TASK GOAL – If a line in the entries below includes "tunnel", show that line.

GIVEN INFORMATION –
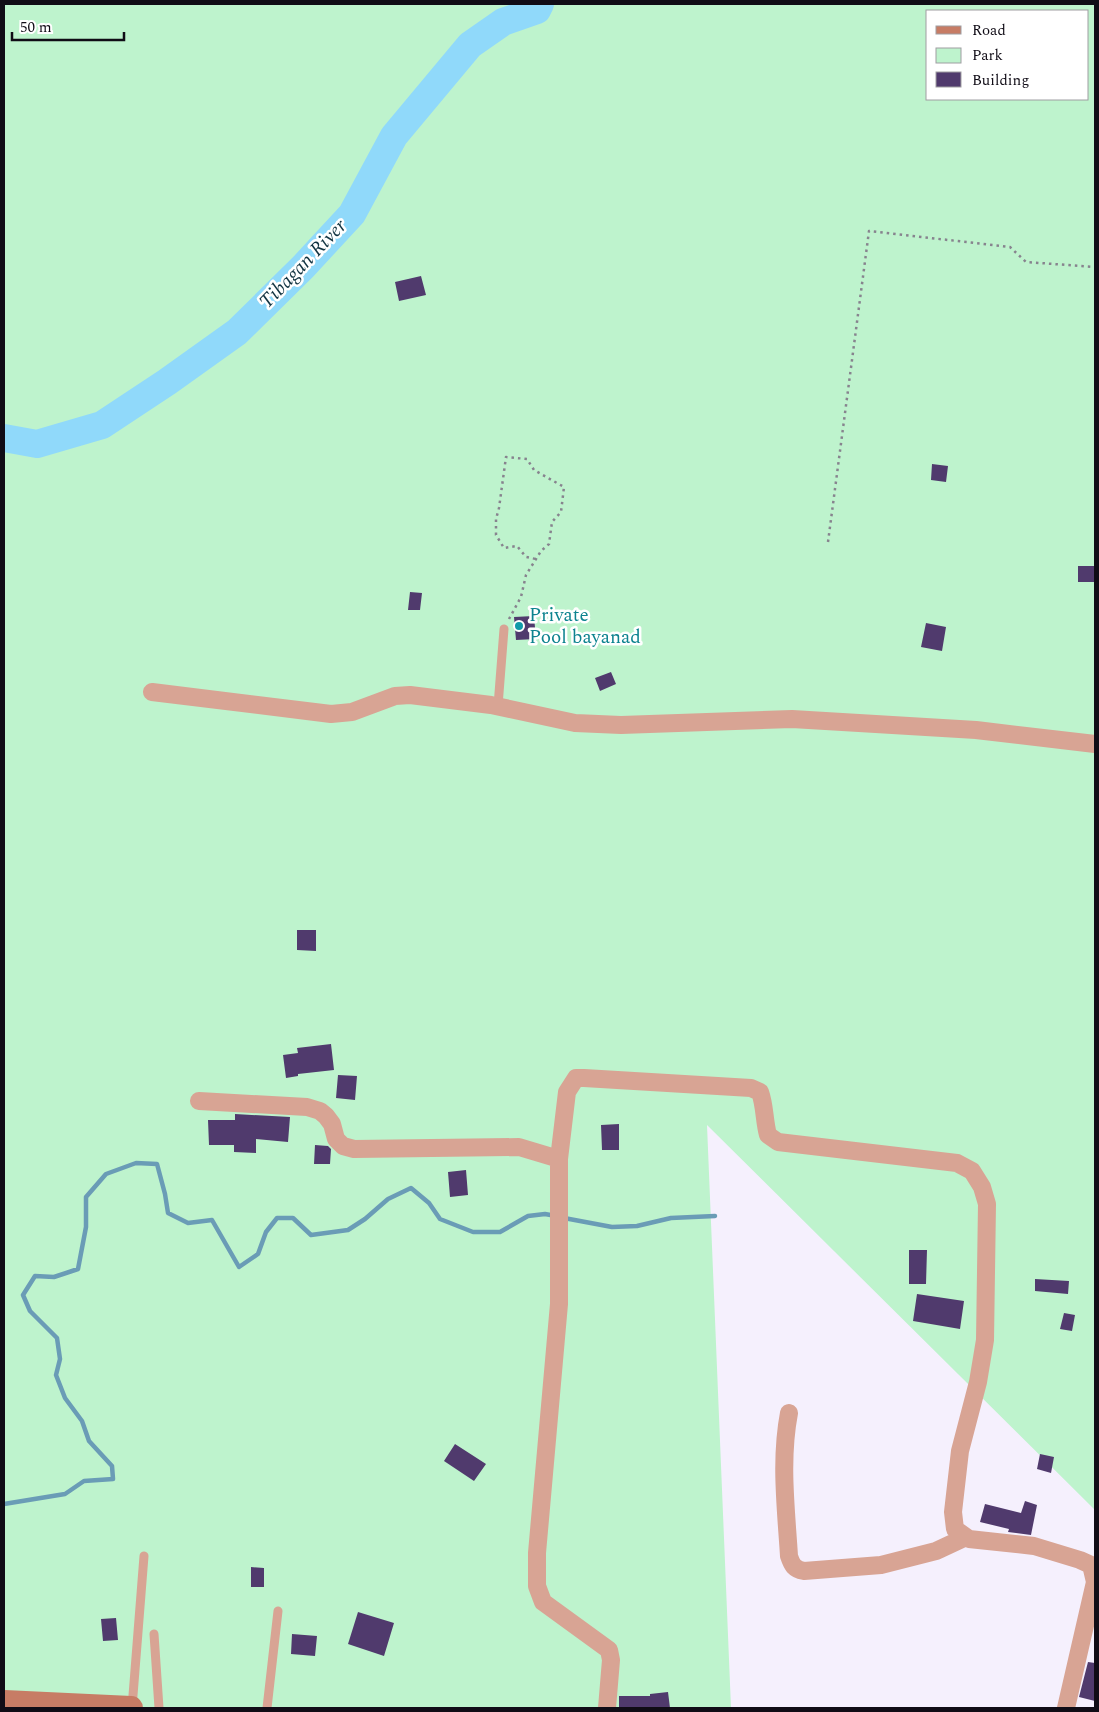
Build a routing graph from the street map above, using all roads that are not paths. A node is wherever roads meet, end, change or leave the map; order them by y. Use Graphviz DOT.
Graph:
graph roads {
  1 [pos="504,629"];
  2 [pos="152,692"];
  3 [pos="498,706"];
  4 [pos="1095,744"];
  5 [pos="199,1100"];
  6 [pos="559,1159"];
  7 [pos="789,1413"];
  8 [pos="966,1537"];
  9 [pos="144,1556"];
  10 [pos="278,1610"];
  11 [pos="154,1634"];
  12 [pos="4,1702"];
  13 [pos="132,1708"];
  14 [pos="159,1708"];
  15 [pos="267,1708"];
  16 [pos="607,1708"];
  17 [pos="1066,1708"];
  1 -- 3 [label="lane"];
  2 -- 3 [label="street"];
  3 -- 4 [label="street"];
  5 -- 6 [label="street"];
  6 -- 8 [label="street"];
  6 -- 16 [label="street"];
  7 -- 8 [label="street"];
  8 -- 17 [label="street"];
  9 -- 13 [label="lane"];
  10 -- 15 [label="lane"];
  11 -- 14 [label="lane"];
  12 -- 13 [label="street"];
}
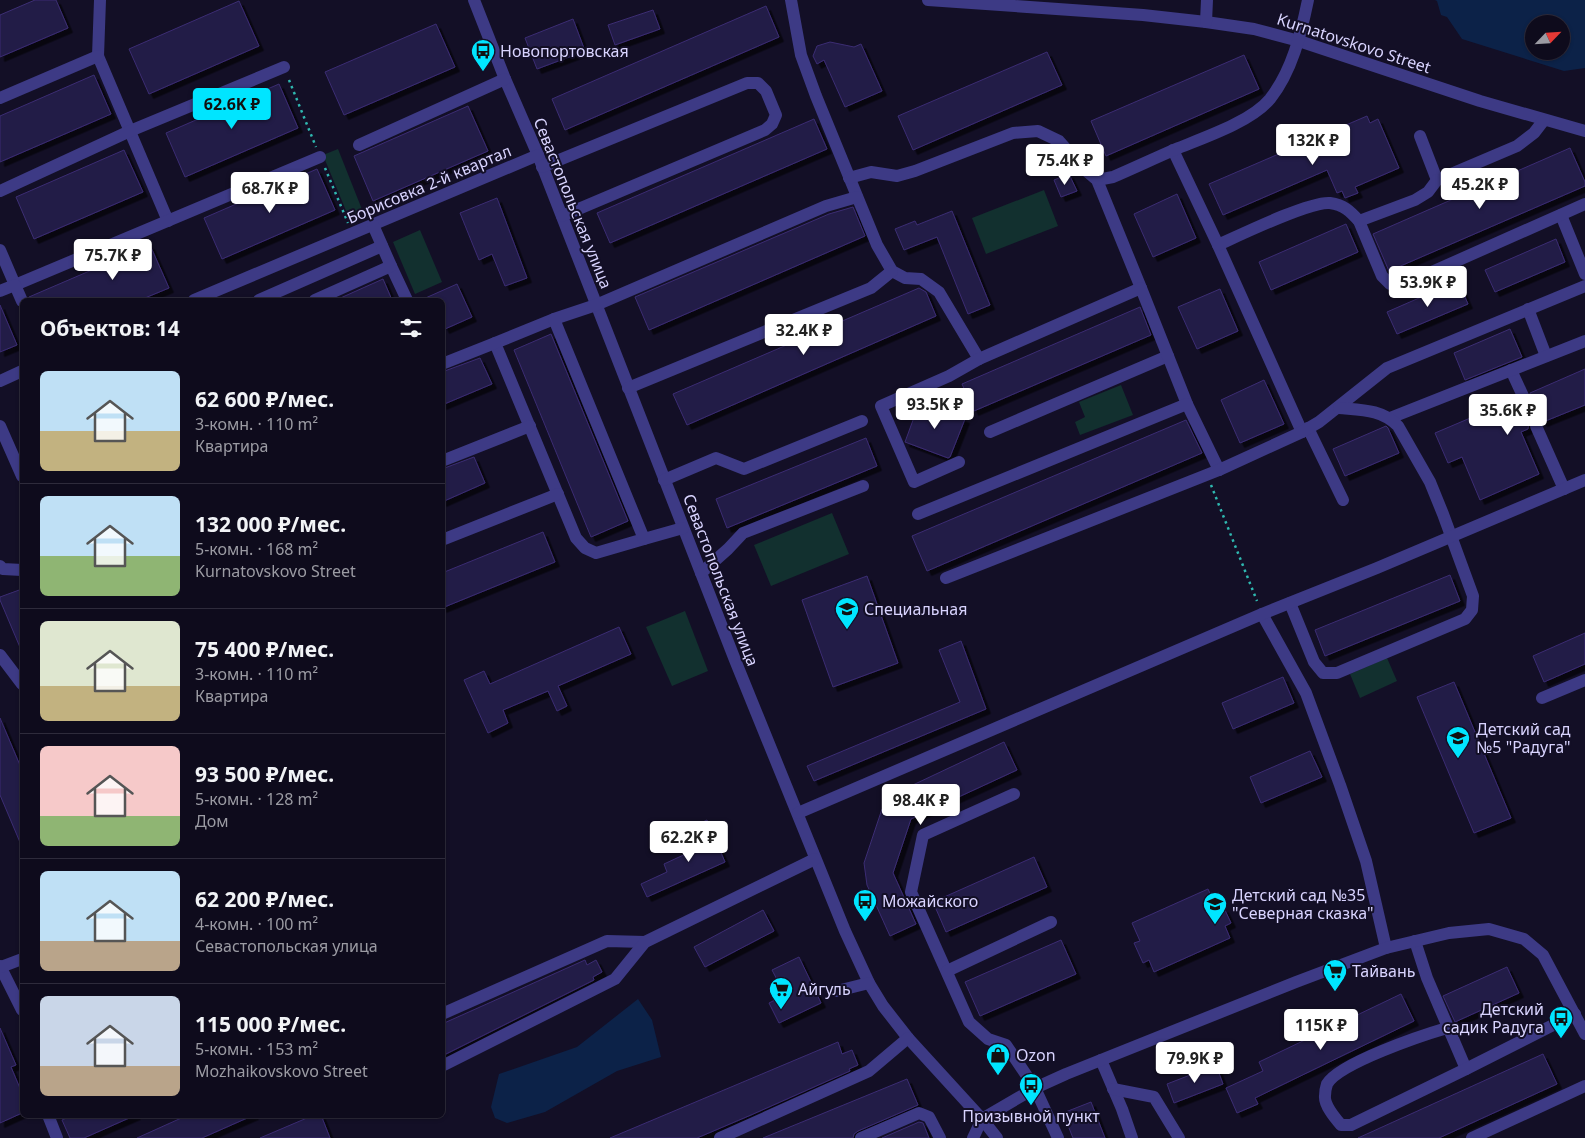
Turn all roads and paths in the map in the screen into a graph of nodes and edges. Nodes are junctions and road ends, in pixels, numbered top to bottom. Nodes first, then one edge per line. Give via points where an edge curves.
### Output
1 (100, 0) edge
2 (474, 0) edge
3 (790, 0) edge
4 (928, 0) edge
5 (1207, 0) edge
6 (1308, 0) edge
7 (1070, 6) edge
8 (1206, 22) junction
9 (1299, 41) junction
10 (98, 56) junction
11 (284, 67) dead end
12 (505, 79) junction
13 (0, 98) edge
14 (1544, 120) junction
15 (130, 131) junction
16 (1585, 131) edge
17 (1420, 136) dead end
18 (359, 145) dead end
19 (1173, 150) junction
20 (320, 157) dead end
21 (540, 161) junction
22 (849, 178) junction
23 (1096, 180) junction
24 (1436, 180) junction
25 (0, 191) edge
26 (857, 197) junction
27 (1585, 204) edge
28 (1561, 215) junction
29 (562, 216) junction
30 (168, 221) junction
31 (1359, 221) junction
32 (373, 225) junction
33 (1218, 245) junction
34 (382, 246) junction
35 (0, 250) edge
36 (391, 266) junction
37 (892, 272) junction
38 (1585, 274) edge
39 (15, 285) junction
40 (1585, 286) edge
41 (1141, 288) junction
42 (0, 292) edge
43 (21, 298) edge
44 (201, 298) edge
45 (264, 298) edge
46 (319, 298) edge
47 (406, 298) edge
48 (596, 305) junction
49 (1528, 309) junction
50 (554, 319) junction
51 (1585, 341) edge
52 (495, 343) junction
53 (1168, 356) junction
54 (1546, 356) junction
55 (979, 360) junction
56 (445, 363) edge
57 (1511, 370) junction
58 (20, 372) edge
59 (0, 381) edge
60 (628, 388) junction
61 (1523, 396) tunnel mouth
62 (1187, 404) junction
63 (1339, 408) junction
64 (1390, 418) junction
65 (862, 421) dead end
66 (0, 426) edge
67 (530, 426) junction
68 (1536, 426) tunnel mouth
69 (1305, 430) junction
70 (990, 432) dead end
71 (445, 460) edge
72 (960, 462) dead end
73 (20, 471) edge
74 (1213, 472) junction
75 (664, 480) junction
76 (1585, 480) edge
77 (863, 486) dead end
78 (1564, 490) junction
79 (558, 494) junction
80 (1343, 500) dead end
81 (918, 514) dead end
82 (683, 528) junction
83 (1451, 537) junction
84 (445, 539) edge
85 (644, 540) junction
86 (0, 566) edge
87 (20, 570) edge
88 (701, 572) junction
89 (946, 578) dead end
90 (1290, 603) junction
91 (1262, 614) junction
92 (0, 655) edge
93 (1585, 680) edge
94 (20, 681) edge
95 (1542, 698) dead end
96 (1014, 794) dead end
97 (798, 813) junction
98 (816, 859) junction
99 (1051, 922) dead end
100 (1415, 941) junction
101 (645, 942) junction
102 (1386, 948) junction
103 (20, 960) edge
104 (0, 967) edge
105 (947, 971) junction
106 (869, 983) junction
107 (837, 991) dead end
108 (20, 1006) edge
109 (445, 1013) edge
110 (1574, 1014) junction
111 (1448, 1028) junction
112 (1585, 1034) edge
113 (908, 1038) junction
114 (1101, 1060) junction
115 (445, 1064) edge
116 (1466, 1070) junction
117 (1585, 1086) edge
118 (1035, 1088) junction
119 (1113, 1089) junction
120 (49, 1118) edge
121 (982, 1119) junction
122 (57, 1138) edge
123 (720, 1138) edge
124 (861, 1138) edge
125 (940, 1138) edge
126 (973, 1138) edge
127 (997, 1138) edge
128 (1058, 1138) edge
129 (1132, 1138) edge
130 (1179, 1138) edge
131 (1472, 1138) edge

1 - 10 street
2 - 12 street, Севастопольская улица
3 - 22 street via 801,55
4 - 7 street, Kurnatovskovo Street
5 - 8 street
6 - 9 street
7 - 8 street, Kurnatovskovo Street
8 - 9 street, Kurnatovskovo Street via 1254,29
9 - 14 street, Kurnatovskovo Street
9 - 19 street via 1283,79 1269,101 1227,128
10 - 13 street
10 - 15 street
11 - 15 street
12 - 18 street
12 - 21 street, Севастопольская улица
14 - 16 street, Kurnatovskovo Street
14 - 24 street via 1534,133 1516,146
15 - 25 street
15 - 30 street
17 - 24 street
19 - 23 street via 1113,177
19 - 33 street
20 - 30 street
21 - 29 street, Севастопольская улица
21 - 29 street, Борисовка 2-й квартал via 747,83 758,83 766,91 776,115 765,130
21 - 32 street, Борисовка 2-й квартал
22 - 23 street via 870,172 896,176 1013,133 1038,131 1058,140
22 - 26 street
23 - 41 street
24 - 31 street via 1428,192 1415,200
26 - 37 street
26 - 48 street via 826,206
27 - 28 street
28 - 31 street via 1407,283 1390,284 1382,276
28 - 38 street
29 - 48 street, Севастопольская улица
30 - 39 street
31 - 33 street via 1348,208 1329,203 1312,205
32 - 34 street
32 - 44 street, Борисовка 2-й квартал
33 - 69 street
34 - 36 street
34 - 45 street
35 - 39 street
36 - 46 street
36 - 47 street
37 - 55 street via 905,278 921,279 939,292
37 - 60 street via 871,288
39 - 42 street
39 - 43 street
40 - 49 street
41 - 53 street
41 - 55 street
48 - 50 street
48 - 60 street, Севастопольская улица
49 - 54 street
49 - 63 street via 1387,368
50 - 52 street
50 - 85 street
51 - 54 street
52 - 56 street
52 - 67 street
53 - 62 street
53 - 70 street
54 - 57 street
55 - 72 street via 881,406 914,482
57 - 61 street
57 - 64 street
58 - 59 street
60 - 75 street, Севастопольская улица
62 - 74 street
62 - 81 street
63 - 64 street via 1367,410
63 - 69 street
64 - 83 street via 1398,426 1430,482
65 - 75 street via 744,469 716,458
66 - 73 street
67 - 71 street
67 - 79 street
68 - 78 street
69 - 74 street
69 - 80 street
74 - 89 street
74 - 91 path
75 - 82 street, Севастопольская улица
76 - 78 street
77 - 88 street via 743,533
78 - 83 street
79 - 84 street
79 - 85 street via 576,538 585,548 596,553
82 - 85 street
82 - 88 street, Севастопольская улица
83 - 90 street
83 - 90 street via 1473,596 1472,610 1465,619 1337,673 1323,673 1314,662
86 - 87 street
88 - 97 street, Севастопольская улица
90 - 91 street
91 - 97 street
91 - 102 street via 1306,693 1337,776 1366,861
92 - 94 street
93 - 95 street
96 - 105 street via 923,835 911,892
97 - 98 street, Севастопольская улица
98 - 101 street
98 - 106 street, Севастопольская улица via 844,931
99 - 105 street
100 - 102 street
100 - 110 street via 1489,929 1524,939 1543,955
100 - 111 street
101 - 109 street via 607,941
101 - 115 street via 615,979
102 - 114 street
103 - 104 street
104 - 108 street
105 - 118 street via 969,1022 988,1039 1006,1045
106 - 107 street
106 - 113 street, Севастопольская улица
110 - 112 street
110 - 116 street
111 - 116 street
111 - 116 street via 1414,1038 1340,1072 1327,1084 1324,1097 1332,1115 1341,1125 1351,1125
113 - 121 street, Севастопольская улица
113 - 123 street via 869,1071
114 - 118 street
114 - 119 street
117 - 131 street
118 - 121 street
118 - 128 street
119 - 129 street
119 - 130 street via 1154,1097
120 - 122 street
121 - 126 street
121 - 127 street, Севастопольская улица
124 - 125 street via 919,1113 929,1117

TASK RESPONSE –
61 (1523, 396) tunnel mouth
68 (1536, 426) tunnel mouth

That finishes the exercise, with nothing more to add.